A imersão inicial do amendoim ocorre porque o noz inteiro, torrado e descascado, é mais denso que o próprio líquido, e seu peso o puxa para baixo. No entanto, logo a situação muda: pequenas bolhas de dióxido de carbono contidas na cerveja começam a se formar na superfície do amendoim. Essas bolhas, posteriormente, exercem uma força de sustentação que empurra o amendoim para cima.
A formação das bolhas ocorre especificamente na superfície do amendoim, pois o dióxido de carbono está dissolvido na cerveja. Quando a cerveja é despejada de uma garrafa ou lata em um copo, a pressão diminui, o que facilita a liberação desse gás. A superfície do amendoim serve como um local ideal para esse processo, que na terminologia científica é chamado de 'centro de nucleação'. Assim, a superfície da noz atua como base para a formação das bolhas.
Gradualmente, muitas bolhas se acumulam na superfície do amendoim.
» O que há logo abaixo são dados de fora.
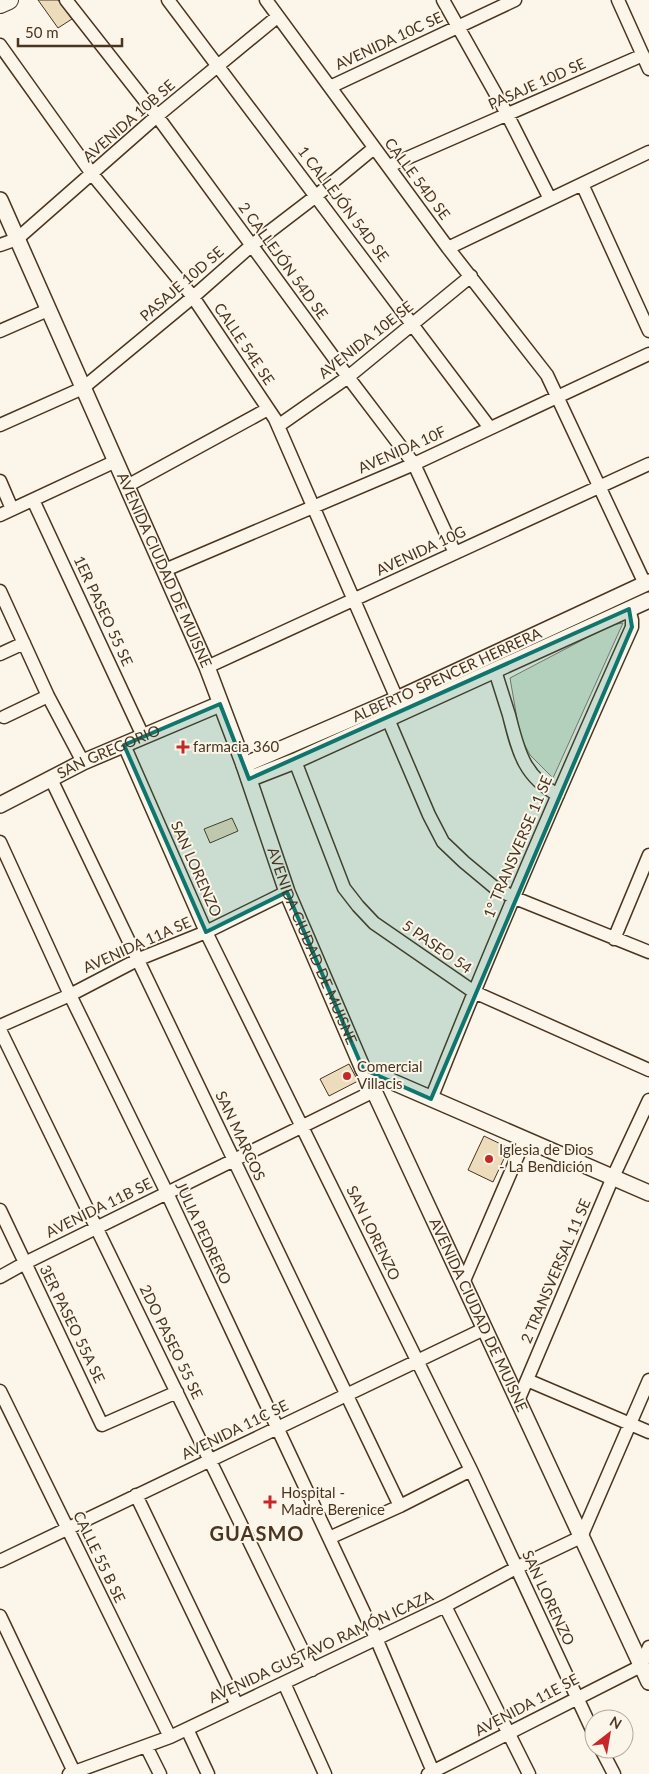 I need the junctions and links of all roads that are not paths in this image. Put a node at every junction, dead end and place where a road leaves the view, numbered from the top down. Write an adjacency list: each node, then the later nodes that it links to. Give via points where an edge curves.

Aqui acontece o mais interessante: embora o amendoim em si seja mais pesado que a cerveja, quando um grande número de bolhas gasosas se adere à sua superfície, todo esse conjunto se torna mais leve que a cerveja. Isso aumenta a força ascendente atuando sobre o amendoim, e ele começa a se mover lentamente para cima até atingir a superfície da cerveja.
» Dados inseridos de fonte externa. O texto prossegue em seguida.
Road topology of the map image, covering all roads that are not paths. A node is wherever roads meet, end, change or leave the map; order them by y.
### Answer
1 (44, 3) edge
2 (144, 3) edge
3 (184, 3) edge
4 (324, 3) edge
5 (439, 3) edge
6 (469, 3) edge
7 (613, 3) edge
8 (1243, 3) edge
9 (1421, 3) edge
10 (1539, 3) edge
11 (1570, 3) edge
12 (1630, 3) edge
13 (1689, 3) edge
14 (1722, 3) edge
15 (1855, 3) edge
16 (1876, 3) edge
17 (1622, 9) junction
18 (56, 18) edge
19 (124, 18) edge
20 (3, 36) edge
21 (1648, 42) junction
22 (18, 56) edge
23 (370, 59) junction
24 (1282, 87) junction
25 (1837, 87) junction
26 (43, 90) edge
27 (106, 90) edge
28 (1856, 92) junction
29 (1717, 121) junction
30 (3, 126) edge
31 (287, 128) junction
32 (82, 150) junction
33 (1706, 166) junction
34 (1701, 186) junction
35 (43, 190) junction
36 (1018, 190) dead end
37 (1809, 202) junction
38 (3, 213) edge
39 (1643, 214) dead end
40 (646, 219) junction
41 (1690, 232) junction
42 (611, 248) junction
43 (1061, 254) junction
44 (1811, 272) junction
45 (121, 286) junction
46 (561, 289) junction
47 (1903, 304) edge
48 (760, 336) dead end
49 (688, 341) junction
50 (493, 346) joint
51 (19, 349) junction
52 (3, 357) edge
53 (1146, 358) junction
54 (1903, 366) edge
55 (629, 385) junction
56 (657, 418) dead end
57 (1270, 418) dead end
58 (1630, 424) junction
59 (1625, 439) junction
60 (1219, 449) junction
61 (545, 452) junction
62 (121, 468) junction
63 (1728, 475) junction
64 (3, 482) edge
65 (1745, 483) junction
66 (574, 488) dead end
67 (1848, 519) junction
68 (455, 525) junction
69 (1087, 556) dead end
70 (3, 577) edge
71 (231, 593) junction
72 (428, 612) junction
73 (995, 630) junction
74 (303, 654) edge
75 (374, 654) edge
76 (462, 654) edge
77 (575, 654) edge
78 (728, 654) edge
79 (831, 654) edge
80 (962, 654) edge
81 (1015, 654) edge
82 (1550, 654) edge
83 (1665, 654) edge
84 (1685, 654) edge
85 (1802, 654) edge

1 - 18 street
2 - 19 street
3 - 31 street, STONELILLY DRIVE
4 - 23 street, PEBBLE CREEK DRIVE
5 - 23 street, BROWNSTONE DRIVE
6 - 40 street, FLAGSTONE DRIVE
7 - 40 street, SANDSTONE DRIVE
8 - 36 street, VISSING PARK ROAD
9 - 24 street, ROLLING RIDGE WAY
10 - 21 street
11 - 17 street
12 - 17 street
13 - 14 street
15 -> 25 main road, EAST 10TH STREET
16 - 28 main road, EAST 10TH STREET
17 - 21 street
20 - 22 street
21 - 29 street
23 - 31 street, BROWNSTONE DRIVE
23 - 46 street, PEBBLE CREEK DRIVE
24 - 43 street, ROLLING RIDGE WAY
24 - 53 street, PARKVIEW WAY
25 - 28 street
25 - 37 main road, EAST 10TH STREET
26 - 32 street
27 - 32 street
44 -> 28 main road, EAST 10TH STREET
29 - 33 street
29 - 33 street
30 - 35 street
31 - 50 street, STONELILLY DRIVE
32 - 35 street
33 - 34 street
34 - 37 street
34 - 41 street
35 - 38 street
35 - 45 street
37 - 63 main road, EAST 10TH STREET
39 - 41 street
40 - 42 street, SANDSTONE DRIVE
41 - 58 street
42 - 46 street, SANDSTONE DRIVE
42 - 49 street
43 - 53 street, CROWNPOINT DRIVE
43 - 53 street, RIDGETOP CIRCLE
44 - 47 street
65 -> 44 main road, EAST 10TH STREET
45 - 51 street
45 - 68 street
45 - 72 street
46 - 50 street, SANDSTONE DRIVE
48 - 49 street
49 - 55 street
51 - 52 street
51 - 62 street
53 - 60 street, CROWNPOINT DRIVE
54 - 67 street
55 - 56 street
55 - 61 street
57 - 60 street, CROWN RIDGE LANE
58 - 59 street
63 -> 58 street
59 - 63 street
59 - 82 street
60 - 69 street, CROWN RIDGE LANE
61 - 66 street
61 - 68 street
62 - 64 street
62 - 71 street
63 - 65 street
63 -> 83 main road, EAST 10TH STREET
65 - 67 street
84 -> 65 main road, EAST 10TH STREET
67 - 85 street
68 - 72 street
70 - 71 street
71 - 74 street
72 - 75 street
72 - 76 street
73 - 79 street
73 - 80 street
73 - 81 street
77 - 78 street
Após atingir a superfície, começa a 'dança'. Assim que o amendoim chega à superfície, as bolhas presas a ele estouram, e o gás é liberado. O amendoim pode girar ou virar um pouco, o que leva à liberação de bolhas de outras partes de sua superfície. Quando a quantidade de bolhas diminui, a força de sustentação adicional desaparece, e o amendoim volta a ser mais pesado que a cerveja, afundando no fundo. Mas assim que ele mergulha novamente na cerveja, novas bolhas começam a se formar em sua superfície. Se elas se acumularem em quantidade suficiente, o amendoim sobe novamente.
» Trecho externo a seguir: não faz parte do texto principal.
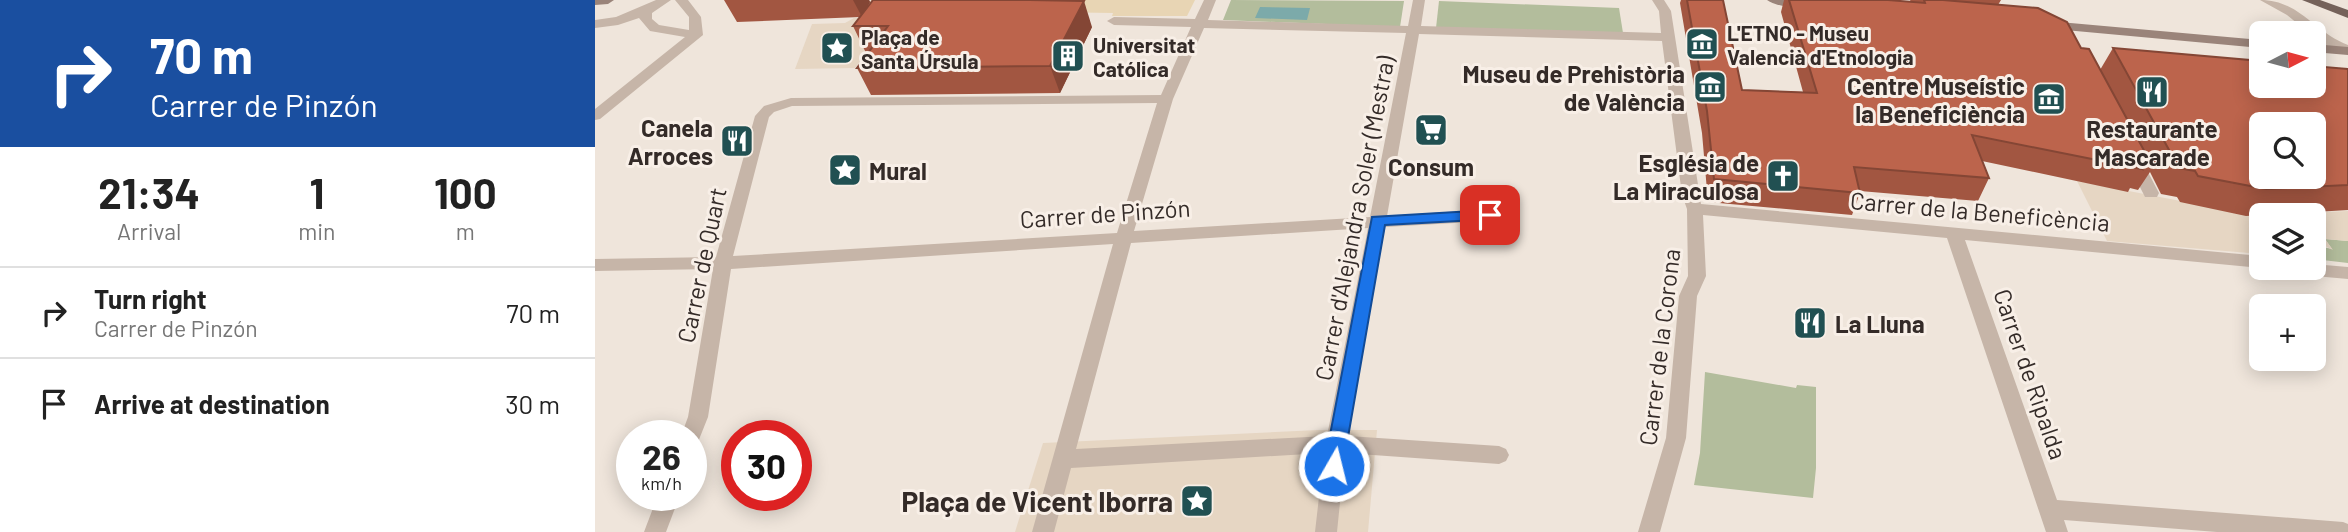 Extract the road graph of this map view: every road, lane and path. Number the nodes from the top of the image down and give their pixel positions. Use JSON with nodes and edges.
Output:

Este processo não é infinito. A dança do amendoim cessa quando o dióxido de carbono na cerveja gradualmente se esgota e a formação de novas bolhas suficientes para parar. Depois disso, o amendoim assenta no fundo do copo. Os cientistas observam que o efeito deste procedimento pode variar dependendo do tipo de cerveja e do próprio amendoim; quanto mais dióxido de carbono contiver a cerveja, mais ativo pode ser o processo de formação de bolhas.